汉族基因组数据库

Help

In the database section, PGG.Han provides visualization of the fine-scale genetic structure of the Han Chinese population and genome-wide allele frequency of genetic and geographical sub-populations

Genetic structure (Jump)

1. Genetic Affinity

This page shows the genetic relationship within the Han Chinese population at two different levels. The first half is divided into sub-populations by provinces, and the second half is divided by genetic structure. Click on a sub-population on the map and the genetic relationship between the sub-population and other sub-populations is shown on the right.

2. Population Structure

This part shows the genetic coordinates of Han Chinese population, including grouping by province and by genetic structure. Click on a sub-population on the map and its genetic coordinates will be displayed on the right.

3. Ancestry

This part shows the genetic composition of the Han Chinese population in the context of worldwide populations. Each individual is represented by a single line broken into K colored segments, with lengths proportional to the K inferred components (Cs). The population IDs are presented outside of the circle of the plot. You can see the results of different K by clicking on the drop-down menu.

Variant (Jump)

The high- quality genome-wide SNP genotyped data can be queried on this page. We provide two different ways of querying, position or rsID. In addition to displaying a map of frequency distribution and a data table, we also provide external links to other databases.
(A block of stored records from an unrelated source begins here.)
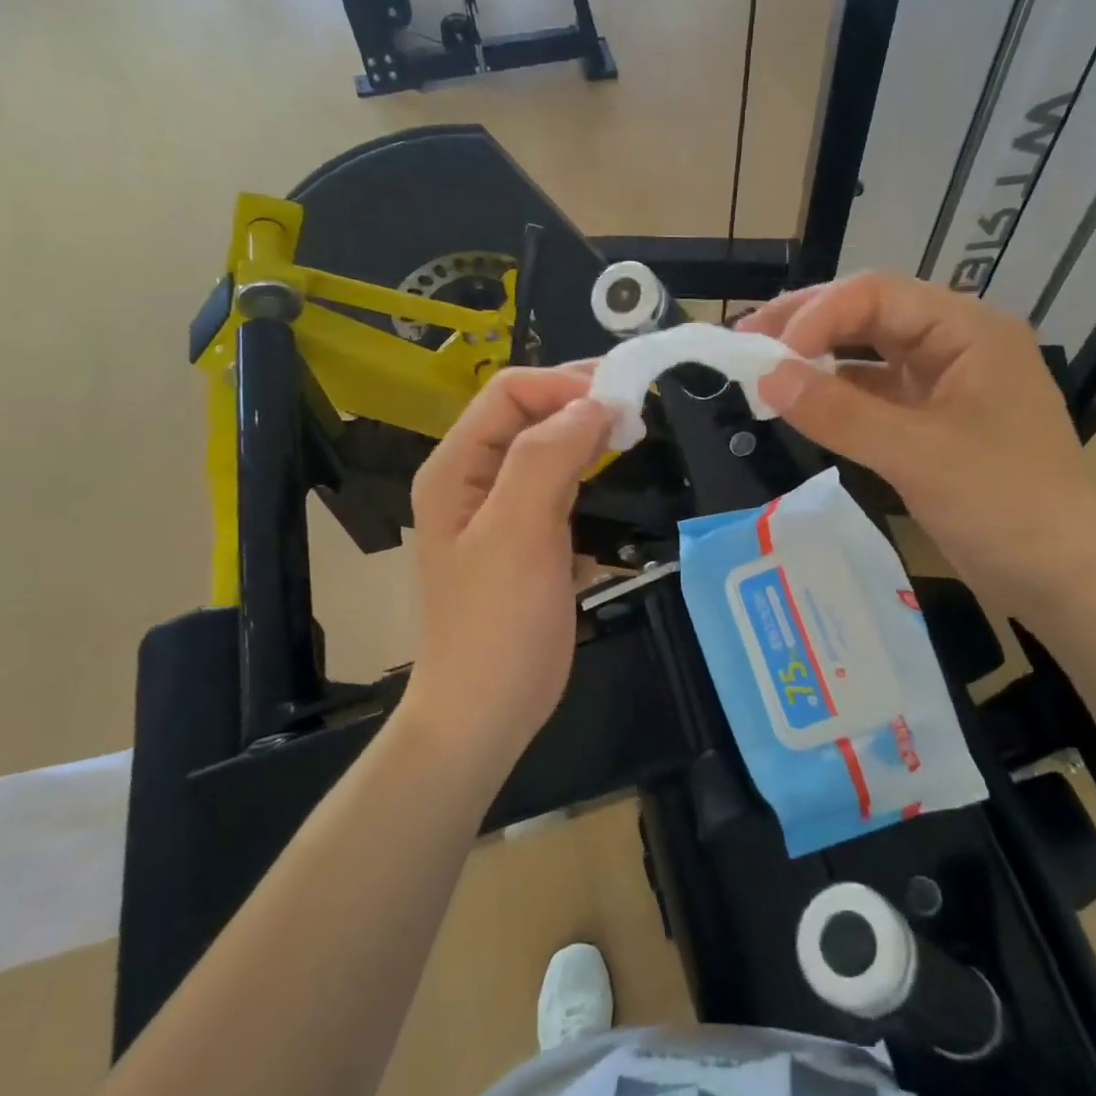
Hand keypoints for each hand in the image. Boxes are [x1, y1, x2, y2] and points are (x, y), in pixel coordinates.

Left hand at [403, 367, 611, 763]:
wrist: (486, 711)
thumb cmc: (498, 623)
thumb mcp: (517, 532)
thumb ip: (547, 456)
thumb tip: (594, 404)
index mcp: (456, 468)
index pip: (510, 392)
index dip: (564, 384)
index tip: (622, 402)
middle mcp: (475, 481)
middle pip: (530, 416)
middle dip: (581, 406)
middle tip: (638, 415)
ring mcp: (503, 514)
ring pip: (550, 453)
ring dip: (591, 442)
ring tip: (635, 443)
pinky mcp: (530, 543)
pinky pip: (562, 493)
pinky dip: (591, 482)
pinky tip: (618, 493)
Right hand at [741, 273, 1095, 620]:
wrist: (1061, 577)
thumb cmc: (1004, 505)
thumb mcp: (917, 455)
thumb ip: (840, 413)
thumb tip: (765, 379)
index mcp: (969, 331)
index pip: (878, 295)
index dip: (817, 315)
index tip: (767, 355)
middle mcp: (957, 346)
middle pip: (871, 315)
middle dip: (808, 326)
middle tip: (746, 342)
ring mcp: (945, 386)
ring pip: (870, 355)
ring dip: (818, 359)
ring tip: (762, 368)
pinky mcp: (932, 425)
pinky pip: (875, 396)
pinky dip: (837, 397)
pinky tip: (802, 403)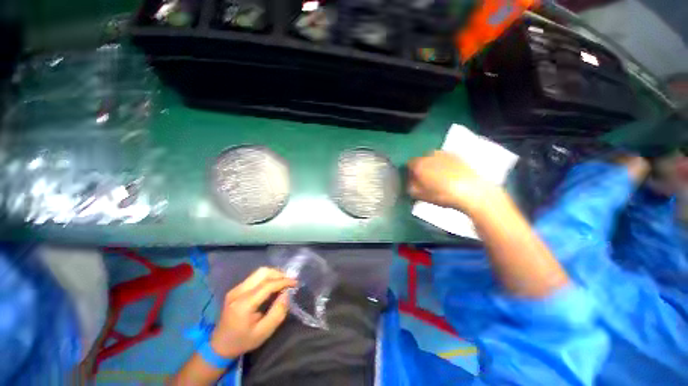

1. How to choose the imputation tools?

If you are going to run imputation with a reference panel, we recommend the combination “SHAPEIT2 + IMPUTE2” which achieves the highest imputation precision and sensitivity among all the combinations of tools. Since only Beagle4 and PBWT are able to do imputation without reference panels, they are the exclusive choices for recalling the missing genotypes in users’ data without reference panels.

2. How to choose the reference panels?

The choices of reference panels are made upon your request for imputation:

If your data only contains Han samples and you only care about the Han population, reference panel “Han100K” works better than any other reference panels in our imputation service.
If your data contains samples of the other populations, reference panels “1KG” “HRC” and “SGDP” can be used to give you results which can be taken into analysis with global populations. While “HRC” includes “1KG”, the advantage of “HRC” over “1KG” mainly lies in the better representation of European populations. Since “SGDP” contains more population than “1KG” and “HRC”, the relatively small sample size limits its application.
If you only wish to recall the missing genotypes in your data rather than expand variant sites, please run imputation without reference panel.

3. Will all variants in my data be taken into imputation?

Currently the imputation service is only able to handle the biallelic SNP data in autosomes. On the other hand, this issue also depends on whether the reference panel is used in imputation. If no reference panel is used, all variant in your data will be taken into imputation. While imputation with reference panel requires the quality control and strand recalibration of input data, there might be some sites discarded before imputation.